L’hôtellerie n’est qu’un maillon dans une chaîne touristique plus large, qui comprend le transport, l’offre culturelle ou la mise en valeur du patrimoine. Elle incarnera aux yeux de beaucoup les excès d’un secteur touristique jugé prédateur ; nous pensons qu’elle doit être comprise dans son histoire et ses fonctions pour être mieux intégrée à la ville, et qu’elle fait indéniablement partie aujourd’hui d’un tissu urbain qu’elle contribue à transformer. Si aujourd’hui Paris est une ville internationale, c’est aussi à ses hôtels qu’elle le doit, et notre souhait serait que l’on profite au maximum du potentiel de ces lieux où s’effectue la rencontre avec d’autres cultures et d’autres mœurs.
1. Joanne Vajda, Paris Ville Lumière. Une transformation urbaine et sociale (1855-1937), Paris, L’Harmattan, coll. « Histoire de Paris », 2015.
2. Les chiffres proviennent d’Inside Airbnb, un site web collectant les données des annonces Airbnb afin de mettre en évidence l’influence de la plateforme sur le marché du tourisme et du logement. Voir http://insideairbnb.com/paris/
3. Le BREEAM et le LEED sont des certifications environnementales britannique et américaine, nées dans les années 1990, proposant des méthodes de conception éco-efficiente autour de critères d’efficacité énergétique, de consommation d’eau, de choix de matériaux ou de pollution.
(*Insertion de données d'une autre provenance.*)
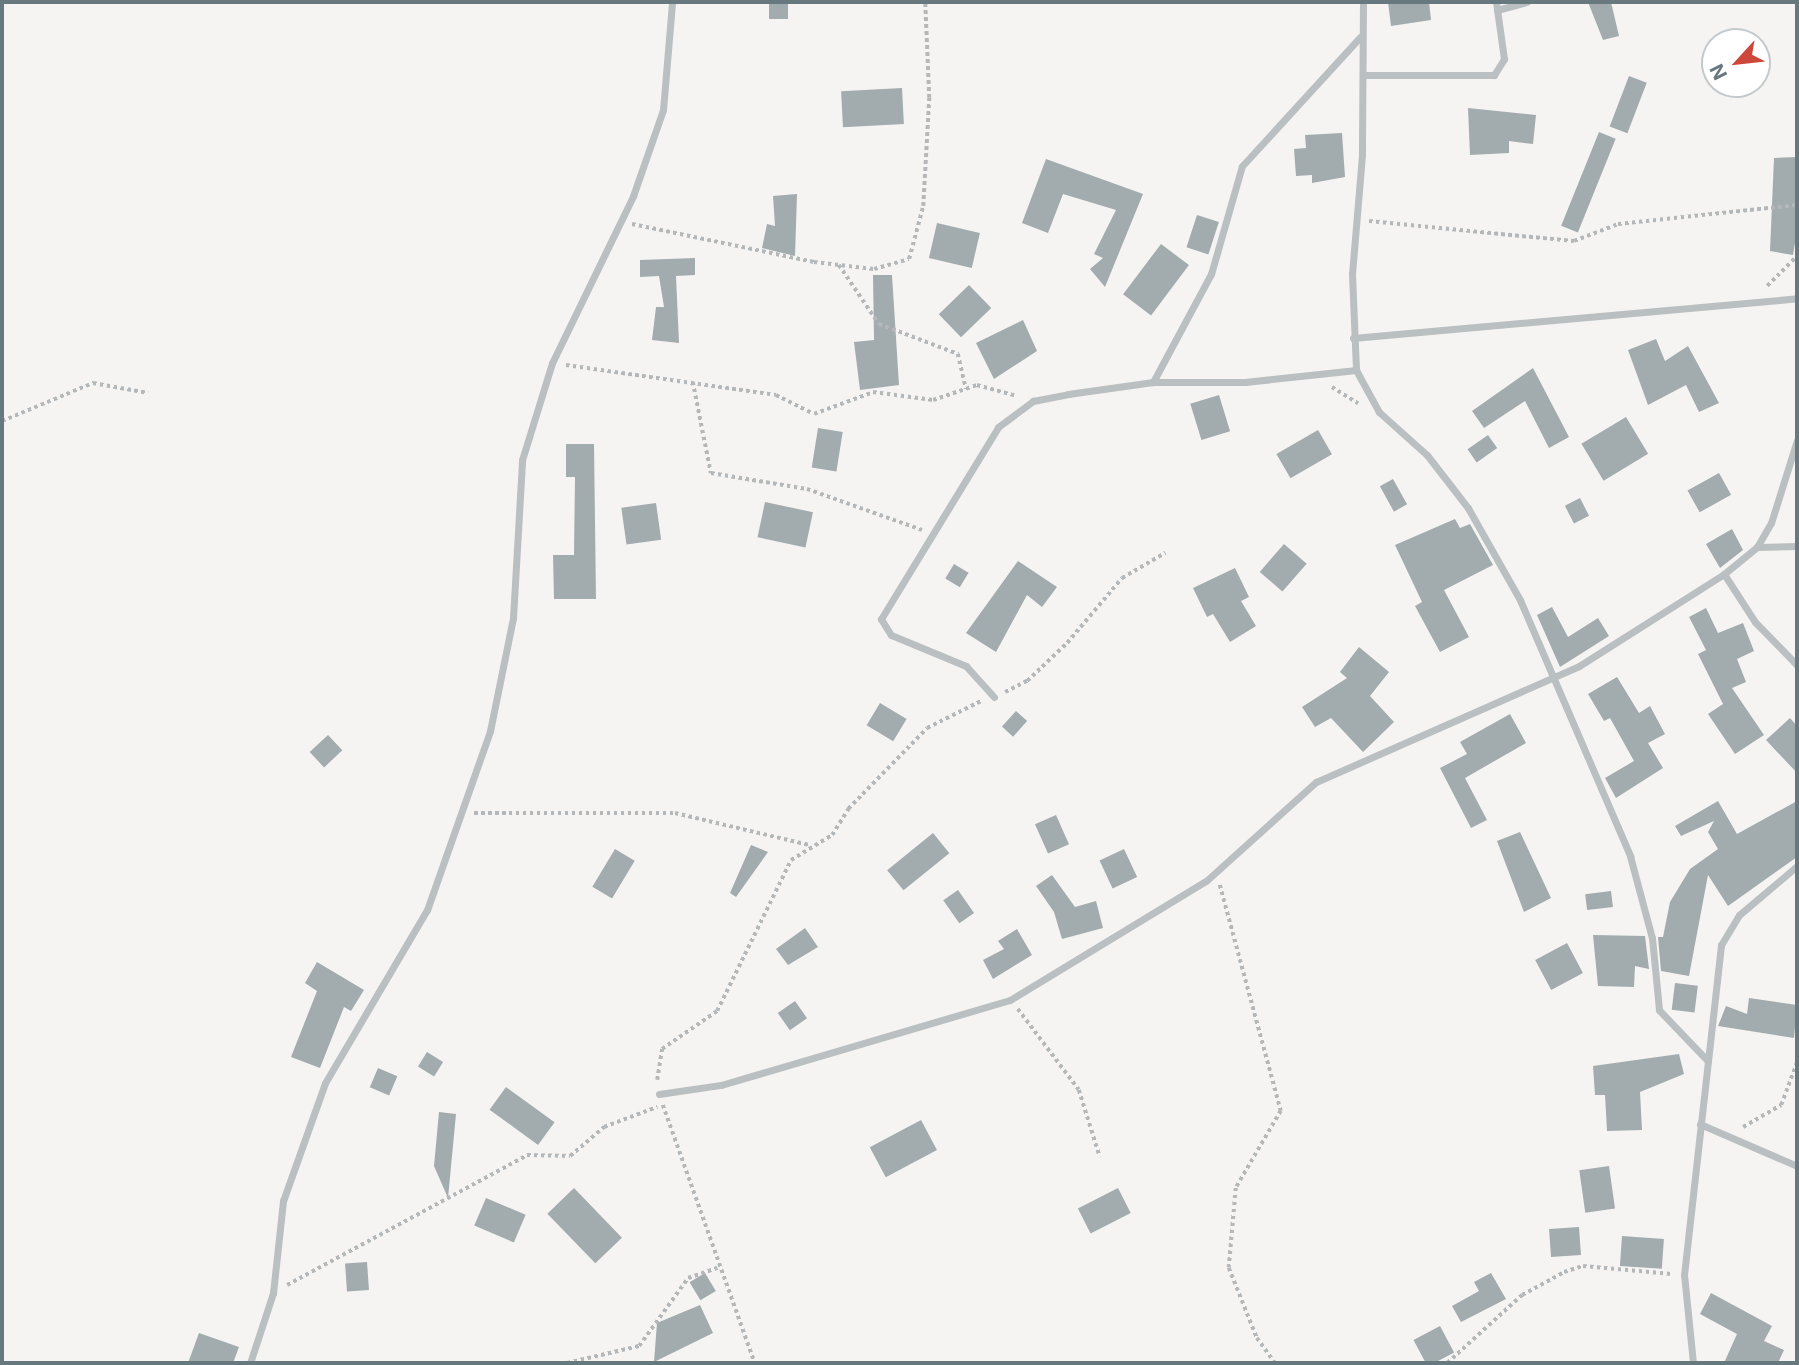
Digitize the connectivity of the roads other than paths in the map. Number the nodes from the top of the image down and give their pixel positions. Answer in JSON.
{"nodes":[{"id":1,"x":673,"y":2,"type":"edge"},
{"id":2,"x":1363,"y":2,"type":"edge"},
{"id":3,"x":1527,"y":2,"type":"edge"},
{"id":4,"x":1497,"y":6,"type":"edge"},
{"id":5,"x":1360,"y":37,"type":"junction"},
{"id":6,"x":1363,"y":75,"type":"junction"},
{"id":7,"x":1797,"y":298,"type":"edge"},
{"id":8,"x":1353,"y":338,"type":"junction"},
{"id":9,"x":1356,"y":370,"type":"junction"},
{"id":10,"x":1153,"y":382,"type":"junction"},
{"id":11,"x":1797,"y":440,"type":"edge"},
{"id":12,"x":1797,"y":546,"type":"edge"},
{"id":13,"x":1757,"y":547,"type":"junction"},
{"id":14,"x":1724,"y":574,"type":"junction"},
{"id":15,"x":1797,"y":664,"type":"edge"},
{"id":16,"x":1555,"y":678,"type":"junction"},
{"id":17,"x":994,"y":697,"type":"road end"},
{"id":18,"x":1797,"y":866,"type":"edge"},
{"id":19,"x":1707,"y":1060,"type":"junction"},
{"id":20,"x":659,"y":1094,"type":"road end"},
{"id":21,"x":1700,"y":1124,"type":"junction"},
{"id":22,"x":1797,"y":1166,"type":"edge"},
{"id":23,"x":250,"y":1363,"type":"edge"},
{"id":24,"x":1693,"y":1363,"type":"edge"}],
"edges":[{"from":1,"to":23,"type":"street"},
{"from":2,"to":5,"type":"street"},
{"from":3,"to":4,"type":"street"},
{"from":4,"to":6,"type":"street"},
{"from":5,"to":6,"type":"street"},
{"from":5,"to":10,"type":"street"},
{"from":6,"to":8,"type":"street"},
{"from":7,"to":8,"type":"street"},
{"from":8,"to":9,"type":"street"},
{"from":9,"to":10,"type":"street"},
{"from":9,"to":16,"type":"street"},
{"from":10,"to":17,"type":"street"},
{"from":11,"to":13,"type":"street"},
{"from":12,"to":13,"type":"street"},
{"from":13,"to":14,"type":"street"},
{"from":14,"to":15,"type":"street"},
{"from":14,"to":16,"type":"street"},
{"from":16,"to":19,"type":"street"},
{"from":16,"to":20,"type":"street"},
{"from":18,"to":19,"type":"street"},
{"from":19,"to":21,"type":"street"},
{"from":21,"to":22,"type":"street"},
{"from":21,"to":24,"type":"street"}]}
4. Joanne Vajda, « Des grands hôtels aux palaces parisiens une invention architecturale et urbaine ? 1855-1937 », in Catherine Sabbah et Olivier Namias (dir.), Hôtel Métropole – depuis 1818, Paris, Éditions du Pavillon de l’Arsenal, 2019.
5. Ludwig Hilberseimer (1885-1967) et Rem Koolhaas (1944-) sont deux architectes, l’un allemand l’autre néerlandais, connus pour les travaux théoriques sur la ville et l’urbanisme. La question des hôtels est mentionnée dans leurs ouvrages de référence : Ludwig Hilberseimer, Großstadtarchitektur, Julius Hoffmann Verlag, Stuttgart, 1927 ; Rem Koolhaas, New York Délire, un manifeste rétroactif pour Manhattan, Paris, Chêne, 1978.
6. D’un point de vue immobilier, le bureau est le premier concurrent de l’hôtel. Il arrive que les bureaux inadaptés au marché locatif tertiaire (ceux trop bas de plafonds ou aux plateaux trop petits) se réincarnent en hébergements commerciaux. Dans les années à venir, parmi les 150 projets en cours à Paris, la vocation tertiaire pourrait en partie être conservée, l’engouement pour le coworking poussant à la mixité des programmes.